With all those pluses, The Chicago Code should work far better than it does. So what goes wrong?
One big problem is Beals. Even as she approaches 50, she's still got that perky ambiance and conspicuously youthful glow, as if she stopped to get a spa treatment on the way to the murder scene. She just doesn't project the sort of world-weary toughness you would expect to see in someone who's spent the past 20 years wallowing in depravity while simultaneously battling misogynists within the ranks. (She might do well to study Washington, D.C., police chief Cathy Lanier, who is a real-life analog of Beals' character.)

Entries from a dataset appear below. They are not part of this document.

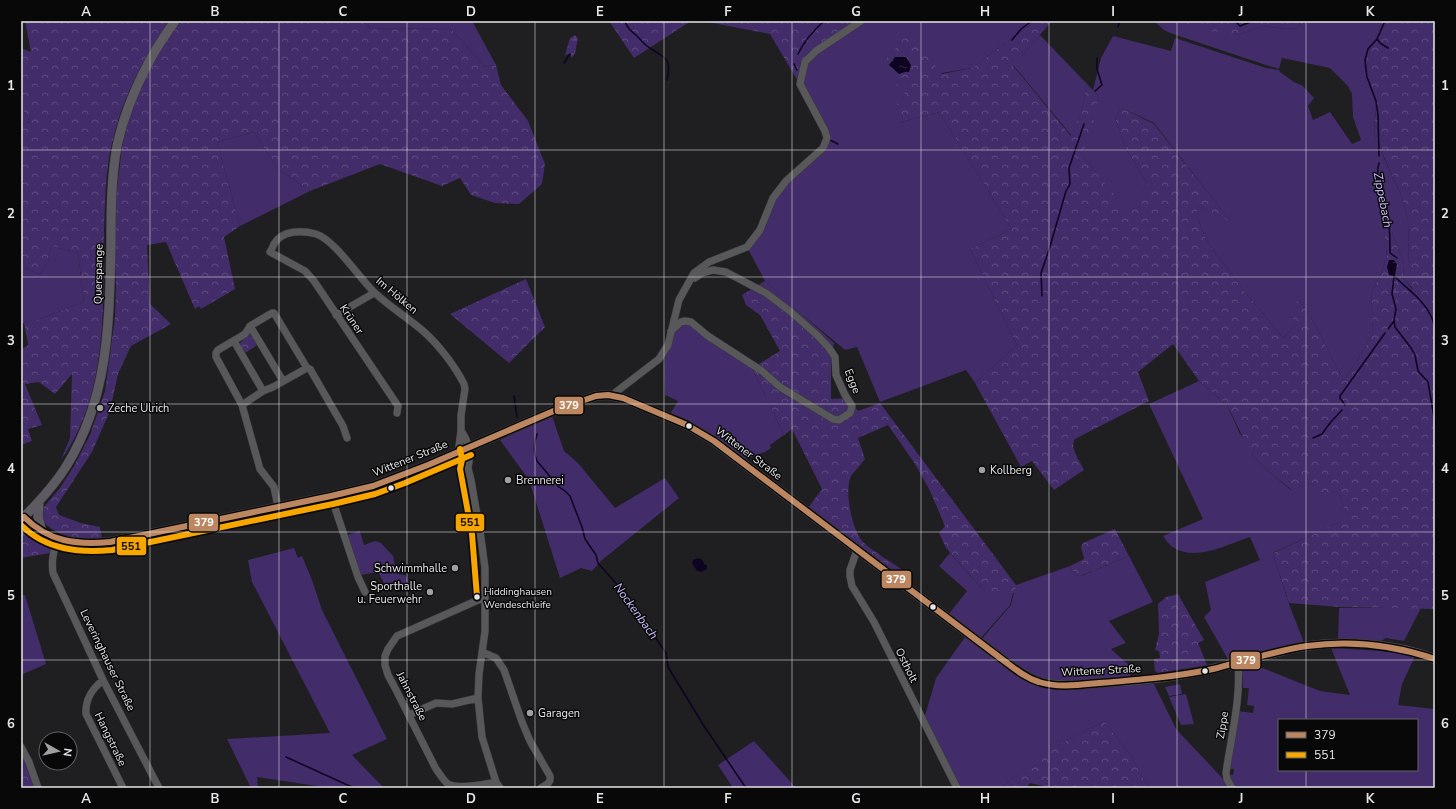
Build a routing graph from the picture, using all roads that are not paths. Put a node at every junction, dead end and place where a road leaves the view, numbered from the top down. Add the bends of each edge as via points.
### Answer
1 (175, 21) edge
2 (861, 21) edge
3 (270, 252) joint
4 (682, 292) junction
5 (374, 293) junction
6 (336, 315) junction
7 (250, 326) junction
8 (671, 331) junction
9 (234, 341) junction
10 (307, 368) junction
11 (283, 381) junction
12 (263, 391) junction
13 (613, 396) junction
14 (242, 406) junction
15 (397, 413) dead end
16 (347, 438) dead end
17 (464, 450) junction
18 (331, 496) junction
19 (39, 502) junction
20 (278, 507) junction
21 (22, 516) edge
22 (21, 531) edge
23 (40, 531) junction
24 (58, 539) junction
25 (858, 550) junction
26 (364, 592) dead end
27 (485, 597) junction
28 (482, 652) junction
29 (1435, 660) edge
30 (1238, 662) junction
31 (103, 680) junction
32 (478, 698) junction
33 (409, 715) junction
34 (21, 747) edge
35 (498, 785) edge
36 (38, 788) edge
37 (123, 788) edge
38 (159, 788) edge
39 (541, 788) edge
40 (957, 788) edge
41 (1232, 788) edge

1 - 19 main road, Querspange via 149,61 128,110 117,146 112,186 108,340 96,399 85,432 68,465
2 - 4 street via 816,51 805,62 800,84 825,131 827,138 823,148 786,181 773,198 760,230 748,247 709,262 694,273
3 - 5 street, Im Hölken via 275,242 293,232 316,234 328,240
3 - 6 street, Krüner via 305,271
4 - 8 street
4 - 8 street, Egge via 694,278 717,269 766,293 791,312 829,348 835,358 836,375 852,406 850,413 839,420 833,419 780,387 762,371 713,340 691,322 681,322
5 - 6 street
5 - 17 street, Im Hölken via 427,335 443,352 462,380 465,389 461,415 462,431 465,436
6 - 15 street, Krüner via 398,406
7 - 9 street via 245,334
7 - 10 street via 274,313
7 - 11 street
8 - 13 street via 668,345 659,359
9 - 12 street
9 - 14 street via 218,350 216,357
10 - 11 street
10 - 16 street via 310,369 343,426
11 - 12 street
12 - 14 street
13 - 17 main road, Wittener Straße via 596,396 582,400
13 - 25 main road, Wittener Straße via 687,425 714,441
14 - 20 street via 260,469 274,487
17 - 18 main road, Wittener Straße via 387,482
17 - 27 street, Im Hölken via 470,460 468,468 485,568
18 - 20 main road, Wittener Straße
18 - 26 street
19 - 21 main road, Querspange
19 - 23 main road
20 - 24 main road, Wittener Straße via 110,542 81,543
21 - 23 main road, Wittener Straße
22 - 23 main road
23 - 24 main road, Wittener Straße
24 - 31 street, Leveringhauser Straße via 52,557 53,573
25 - 30 main road, Wittener Straße via 1003,660 1028,677 1048,684 1126,682 1197,672
25 - 40 street, Ostholt via 850,570 852,586 874,622
27 - 28 street, Im Hölken
27 - 33 street, Jahnstraße via 397,636 388,649 385,656 388,675
28 - 32 street, Im Hölken
28 - 39 street via 496,658 504,670 530,742 550,776 549,783
29 - 30 main road, Wittener Straße via 1395,648 1333,644 1307,646
30 - 41 street, Zippe via 1239,684 1226,773
31 - 37 street, Hangstraße via 90,693 85,707 86,714
31 - 38 street, Leveringhauser Straße
32 - 33 street via 452,704 436,703
32 - 35 street, Im Hölken via 482,737
33 - 35 street, Jahnstraße via 436,769 448,784 456,787
34 - 36 street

And while I don't expect TV cop dramas to be faithfully realistic, some of the situations and dialogue in The Chicago Code make it tough to suspend disbelief even within its fictional universe. After Wysocki (Clarke) apprehends a fugitive who had aimed a gun at him and his partner during a car chase, for example, he lets the guy loose so that he can walk over to his pregnant girlfriend and propose marriage. When Colvin tries to assign him to investigate a politically sensitive murder, he responds in a way that betrays little respect for her authority, which no leader of an organization that relies upon military-style discipline could ever allow, even from her old partner.
And bizarrely, the thugs doing the dirty work for Gibbons (Lindo) turn out to be Irish mobsters, whom I suspect were last a force in Chicago during the gaslight-era reign of Mike "King" McDonald, who coined the aphorism "There's a sucker born every minute." (Here's an interesting article by Chicago Sun-Times crime reporter Steve Warmbir on all the things The Chicago Code gets wrong about the city.)
I'm hoping that The Chicago Code (Mondays, 9 pm Eastern) improves, mostly because I still like the idea of a show built around a powerful, resourceful middle-aged woman protagonist. Maybe the writing will get better, and I'm hopeful that Beals, who's had too few chances to play challenging roles, will grow into her portrayal. Maybe Lindo, who's capable of great things (his sizzling portrayal of a bipolar Caribbean mob boss in Spike Lee's Malcolm X is evidence of that), will steal the show. But I'll just have to watch a few more episodes and see.